Adriana übernahm es, die unsichere Schrift des Vaters nachzuahmen. Als wir wieder allein im Zimmer waren, fragte sie mich, ob sie oben schlafen dürfe, dann unten, dann noch mal oben. Sie hatte die Schuhe ausgezogen und kletterte die Leiter rauf und runter, um verschiedene Positionen auszuprobieren. Das alte, klapprige Bettgestell und die übel riechende Matratze schleppten wir auf den Treppenabsatz.

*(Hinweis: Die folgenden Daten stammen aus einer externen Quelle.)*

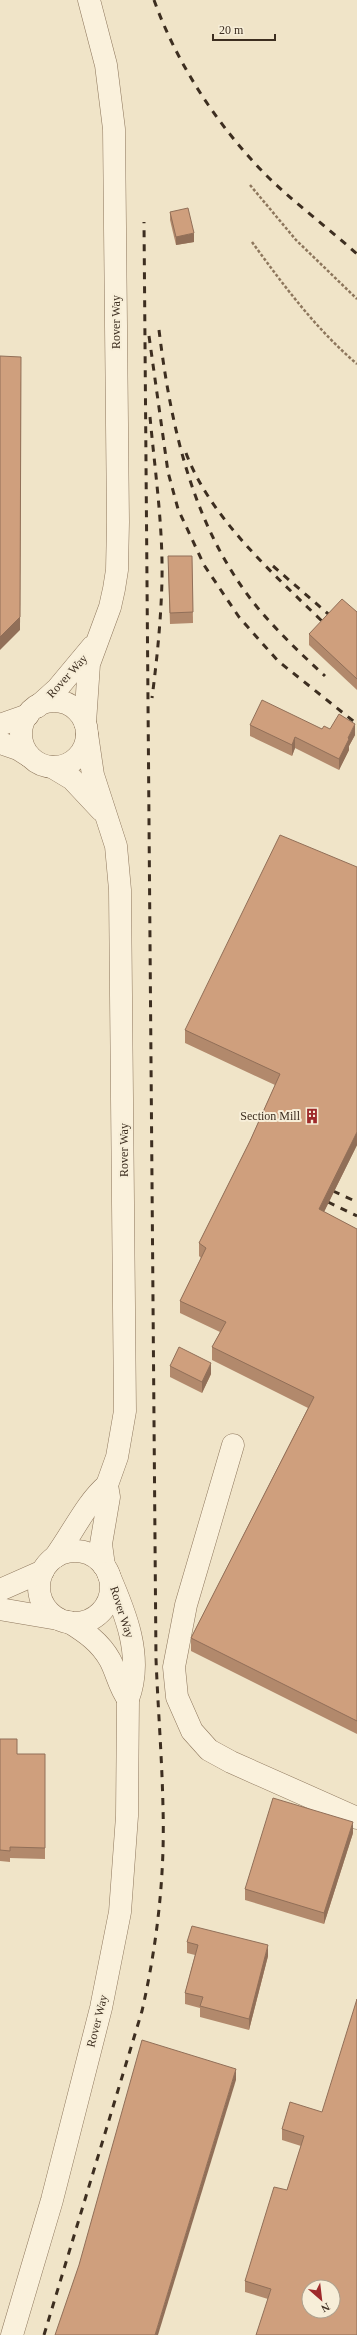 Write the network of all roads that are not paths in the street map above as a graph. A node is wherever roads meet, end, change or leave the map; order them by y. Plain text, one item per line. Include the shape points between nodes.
1 (89, 0) edge
2 (95, 643) junction
3 (32, 711) junction
4 (0, 725) edge
5 (86, 729) junction
6 (0, 742) edge
7 (29, 756) junction
8 (52, 767) junction
9 (106, 815) junction
10 (233, 1445) dead end
11 (107, 1485) junction
12 (49, 1564) junction
13 (106, 1570) junction
14 (0, 1590) edge
15 (0, 1609) edge
16 (63, 1621) junction
17 (128, 1699) junction
18 (357, 1818) edge
19 (12, 2335) edge

1 - 2 street, Rover Way via 100,38 110,93 115,164 117,570 110,608
2 - 3 street, Rover Way via 57,689
2 - 5 street, Rover Way via 86,687
3 - 4 street
3 - 5 street via 45,703 65,703 74,708
3 - 7 street via 21,731
5 - 8 street via 80,754 72,762
5 - 9 street, Rover Way via 91,766
6 - 7 street
7 - 8 street via 43,765
8 - 9 street, Rover Way via 72,779
9 - 11 street, Rover Way via 116,846 120,890 126,1354 122,1437
10 - 18 street via 186,1605 174,1668 177,1697 192,1731 209,1750
11 - 12 street, Rover Way via 95,1495 73,1533
11 - 13 street, Rover Way via 109,1496 101,1544
12 - 13 street via 66,1552 77,1551 96,1557
12 - 14 street
12 - 16 street via 39,1581 39,1592 49,1612
13 - 16 street via 111,1584 110,1595 99,1614 80,1623
13 - 17 street, Rover Way via 122,1604 132,1646 134,1682
15 - 16 street
16 - 17 street via 87,1634 101,1647 110,1660 120,1688
17 - 19 street, Rover Way via 127,1816 120,1912 101,2008 52,2200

»Ich habe Angst, dass ich die neue Matratze vollmach.« »Sie hat auch ein undurchlässiges Gummituch gekauft.

Nimm du es.«

»Wer hat was gekauft?«

In diesem Augenblick kam die Mutter heim, auf ihrer Schulter baumelte der Kopf des schlafenden Kindes. Sie war gar nicht erstaunt über die Neuigkeit, die Adriana ihr sofort zeigen wollte, indem sie sie an der Bluse hinzog. Verärgert über die Begeisterung der Tochter, betrachtete sie mit stumpfer Geringschätzung erst das Bett und den Rest, dann mich.

»Das schickt dir diese zimperliche Zicke von Tante. Wer weiß, was du über uns erzählt hast. Gestern hab ich am öffentlichen Fernsprecher mit ihr geredet, Signora Adalgisa hat mich von Ernesto zur Cantina rufen lassen.«

Das Privileg, hinter einem Wandschirm auf fabrikneuen Matratzen zu schlafen, hat sich schon am ersten Abend gegen mich und Adriana gewendet. Die Jungen versteckten sich hinter dem Dingsda, so nannten sie es, und erschreckten uns, indem sie plötzlich mit einem Schrei heraussprangen. Sie warfen es mehrmals um, und im Lauf einer Woche war die Bespannung der drei Flügel an mehreren Stellen zerrissen. Sie steckten die Köpfe durch die Löcher und kreischten laut. Machtlos wohnten meine Schwester und ich der Zerstörung unserer keinen separaten Welt bei, unsere Proteste nutzten nichts, und die Eltern griffen nicht ein. In den Jahren als Einzelkind hatte ich nicht gelernt, mich zu verteidigen, hilflos und wütend musste ich die Angriffe über mich ergehen lassen. Es war seltsam, dass Sergio, wenn er vor mir auftauchte, nicht von meinen stummen Flüchen getroffen tot umfiel.

Nur Vincenzo beteiligte sich nicht an dem Schabernack; genervt von ihrem Radau, schrie er die Brüder manchmal an, sie sollten endlich aufhören. Nachdem wir den mittlerweile unbrauchbaren Wandschirm in den Abstellraum hinuntergetragen hatten, sah er mich abends und morgens beim Aufwachen lange an, als hätte ihm der Blick auf meinen Körper gefehlt. Wegen der anhaltenden Hitze dieses endlosen Sommers waren wir weiterhin spärlich bekleidet.

In dem Bett, das Adriana so begeistert hatte, konnte sie weder oben noch unten schlafen, wir wechselten die Plätze andauernd. Zu unterschiedlichen Zeiten kam sie und schmiegte sich an mich, egal, wo ich schlief. Aber Wachstuch gab es nur eines, und so tränkte Adriana unfreiwillig die neuen Matratzen alle beide.